An official repository for MIA 2022 (NAACL 2022 Workshop) Shared Task on Cross-lingual Open-Retrieval Question Answering.

MIT License

31 stars 4 forks source link

Code for data augmentation using Wikipedia language links #8

Closed tuzhucheng closed 2 years ago

tuzhucheng commented 2 years ago

Hi, I am just curious if the code for augmenting the Natural Questions data using the Wikipedia language links will be released. Thanks!

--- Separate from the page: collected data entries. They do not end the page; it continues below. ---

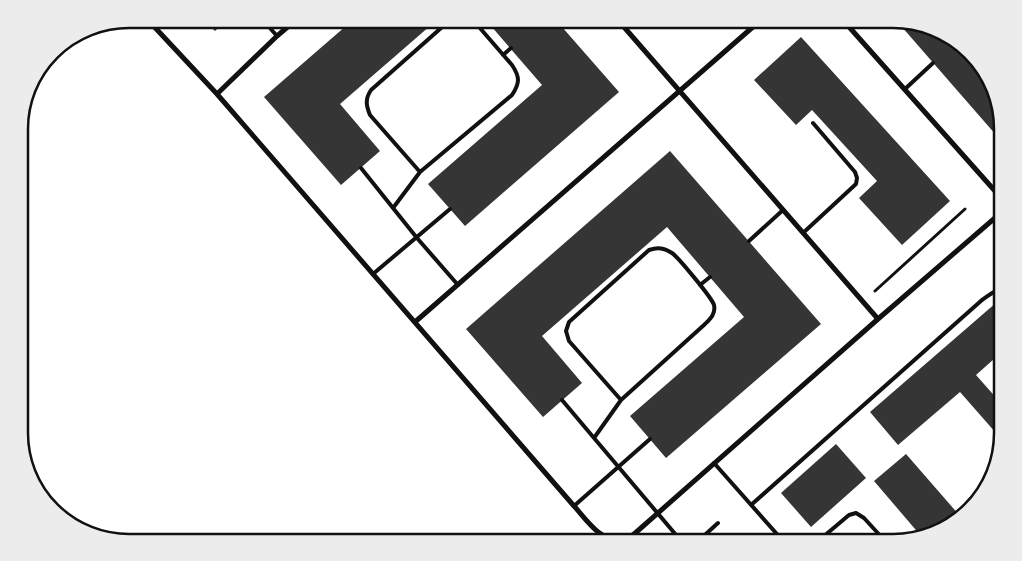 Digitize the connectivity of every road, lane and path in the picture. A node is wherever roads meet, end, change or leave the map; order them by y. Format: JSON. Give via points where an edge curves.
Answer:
{"nodes":[{"id":1,"x":155,"y":28,"type":"edge"},
{"id":2,"x":270,"y":28,"type":"edge"},
{"id":3,"x":286,"y":28,"type":"edge"},
{"id":4,"x":440,"y":28,"type":"edge"},
{"id":5,"x":480,"y":28,"type":"edge"},
{"id":6,"x":625,"y":28,"type":"edge"},
{"id":7,"x":751,"y":28,"type":"edge"},
{"id":8,"x":850,"y":28,"type":"edge"},
{"id":9,"x":277,"y":36,"type":"junction"},
{"id":10,"x":511,"y":48,"type":"dead end"},
{"id":11,"x":503,"y":55,"type":"junction"},
{"id":12,"x":933,"y":63,"type":"dead end"},
{"id":13,"x":905,"y":89,"type":"junction"},
{"id":14,"x":679,"y":90,"type":"junction"},
{"id":15,"x":217,"y":94,"type":"junction"},
{"id":16,"x":814,"y":123,"type":"dead end"},
{"id":17,"x":361,"y":168,"type":"dead end"},
{"id":18,"x":420,"y":172,"type":"junction"},
{"id":19,"x":994,"y":190,"type":"edge"},
{"id":20,"x":393,"y":208,"type":"junction"},
{"id":21,"x":965,"y":208,"type":"dead end"},
{"id":22,"x":450,"y":209,"type":"dead end"},
{"id":23,"x":783,"y":210,"type":"junction"},
{"id":24,"x":994,"y":219,"type":"edge"},
{"id":25,"x":803,"y":233,"type":"junction"},
{"id":26,"x":417,"y":238,"type":"junction"},
{"id":27,"x":749,"y":241,"type":"dead end"},
{"id":28,"x":373,"y":274,"type":"junction"},
{"id":29,"x":710,"y":276,"type":"dead end"},
{"id":30,"x":458,"y":285,"type":"junction"},
{"id":31,"x":700,"y":285,"type":"junction"},
{"id":32,"x":875,"y":290,"type":"dead end"},
{"id":33,"x":994,"y":292,"type":"edge"},
{"id":34,"x":878,"y":319,"type":"junction"},
{"id":35,"x":415,"y":322,"type":"junction"},
{"id":36,"x":562,"y":400,"type":"dead end"},
{"id":37,"x":621,"y":400,"type":"junction"},
{"id":38,"x":594,"y":438,"type":"junction"},
{"id":39,"x":650,"y":439,"type":"dead end"},
{"id":40,"x":714,"y":463,"type":"junction"},
{"id":41,"x":618,"y":467,"type":"junction"},
{"id":42,"x":751,"y":505,"type":"junction"},
{"id":43,"x":574,"y":506,"type":"junction"},
{"id":44,"x":657,"y":513,"type":"junction"},
{"id":45,"x":718,"y":523,"type":"dead end"},
{"id":46,"x":601,"y":533,"type":"edge"},
{"id":47,"x":634,"y":533,"type":"edge"},
{"id":48,"x":674,"y":533,"type":"edge"},
{"id":49,"x":707,"y":533,"type":"edge"},
{"id":50,"x":776,"y":533,"type":"edge"},
{"id":51,"x":828,"y":533,"type":"edge"},
{"id":52,"x":878,"y":533,"type":"edge"}],
"edges":[{"from":1,"to":15,"type":"street"},
{"from":2,"to":9,"type":"lane"},
{"from":3,"to":9,"type":"street"},
{"from":4,"to":18,"type":"lane","via":[[371,90],[366,105],[370,115]]},
{"from":5,"to":11,"type":"lane"},
{"from":6,"to":14,"type":"street"},
{"from":7,"to":14,"type":"street"},
{"from":8,"to":13,"type":"street"},
{"from":9,"to":15,"type":"street"},
{"from":10,"to":11,"type":"lane"},
{"from":11,"to":18,"type":"lane","via":[[517,74],[517,87],[512,95]]},
{"from":12,"to":13,"type":"lane"},
{"from":13,"to":19,"type":"street"},
{"from":14,"to":23,"type":"street"},
{"from":14,"to":30,"type":"street"},
{"from":15,"to":28,"type":"street"},
{"from":16,"to":25,"type":"lane","via":[[858,178],[856,184]]},
{"from":17,"to":20,"type":"lane"},
{"from":18,"to":20,"type":"lane"},
{"from":20,"to":26,"type":"lane"},
{"from":21,"to":32,"type":"path"},
{"from":22,"to":26,"type":"lane"},
{"from":23,"to":25,"type":"street"},
{"from":23,"to":27,"type":"lane"},
{"from":24,"to":34,"type":"street"},
{"from":25,"to":34,"type":"street"},
{"from":26,"to":28,"type":"lane"},
{"from":26,"to":30,"type":"lane"},
{"from":28,"to":35,"type":"street"},
{"from":29,"to":31,"type":"lane"},
{"from":30,"to":35,"type":"street"},
{"from":31,"to":37,"type":"lane","via":[[714,306],[713,316]]},
{"from":31,"to":37,"type":"lane","via":[[672,254],[659,247],[649,250],[569,322],[566,331],[569,341]]},
{"from":33,"to":42,"type":"lane"},
{"from":34,"to":40,"type":"street"},
{"from":35,"to":43,"type":"street"},
{"from":36,"to":38,"type":"lane"},
{"from":37,"to":38,"type":"lane"},
{"from":38,"to":41,"type":"lane"},
{"from":39,"to":41,"type":"lane"},
{"from":40,"to":42,"type":"lane"},
{"from":40,"to":44,"type":"street"},
{"from":41,"to":43,"type":"lane"},
{"from":41,"to":44,"type":"lane"},
{"from":42,"to":50,"type":"lane"},
{"from":43,"to":46,"type":"street"},
{"from":44,"to":47,"type":"street"},
{"from":44,"to":48,"type":"lane"},
{"from":45,"to":49,"type":"lane"},
{"from":51,"to":52,"type":"lane","via":[[849,515],[856,514]]}]} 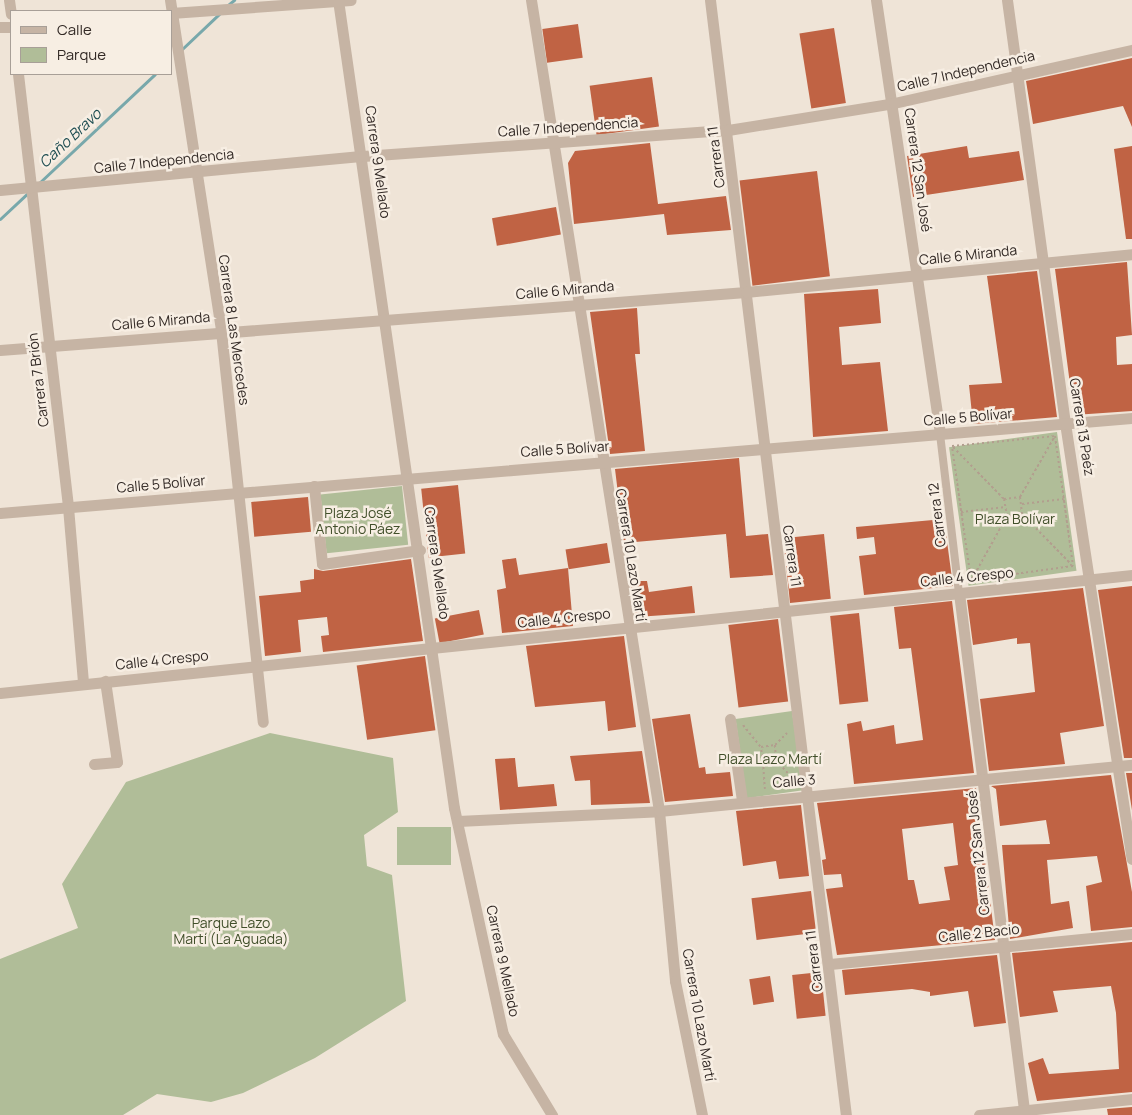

AkariAsai commented 2 years ago

Hi @tuzhucheng,

We use align_wikidata.py to retrieve corresponding entities and then augment the original NQ training data with the aligned answer, by simply replacing the original English answers with the corresponding entities and add language tags at the last of the questions. If it helps, I'll add the short script to this repository.

tuzhucheng commented 2 years ago

Thanks Akari, that answers my question! There is no need to add the additional script. It also matches the description in Appendix A.2 Details of the Data Mining Process in the CORA paper.

For baseline 1 mDPR_mia_train_data_non_iterative_biencoder_best.cpt, are there any passages mined using Wikipedia language links and predicted to be positive / negative by mGEN used to train mDPR, or is the augmentation mentioned above only used for mGEN? In other words, are mia2022_mdpr_train.json and mia_train_adversarial.json the only datasets used to train mDPR_mia_train_data_non_iterative_biencoder_best.cpt?

AkariAsai commented 2 years ago

For baseline 1, we only augmented data for mGEN. We do not use mia_train_adversarial.json for the baseline 1 mDPR training but decided to release the data as well hoping it helps participants to develop their systems :)

tuzhucheng commented 2 years ago

Thanks for the clarifications! I will close the issue.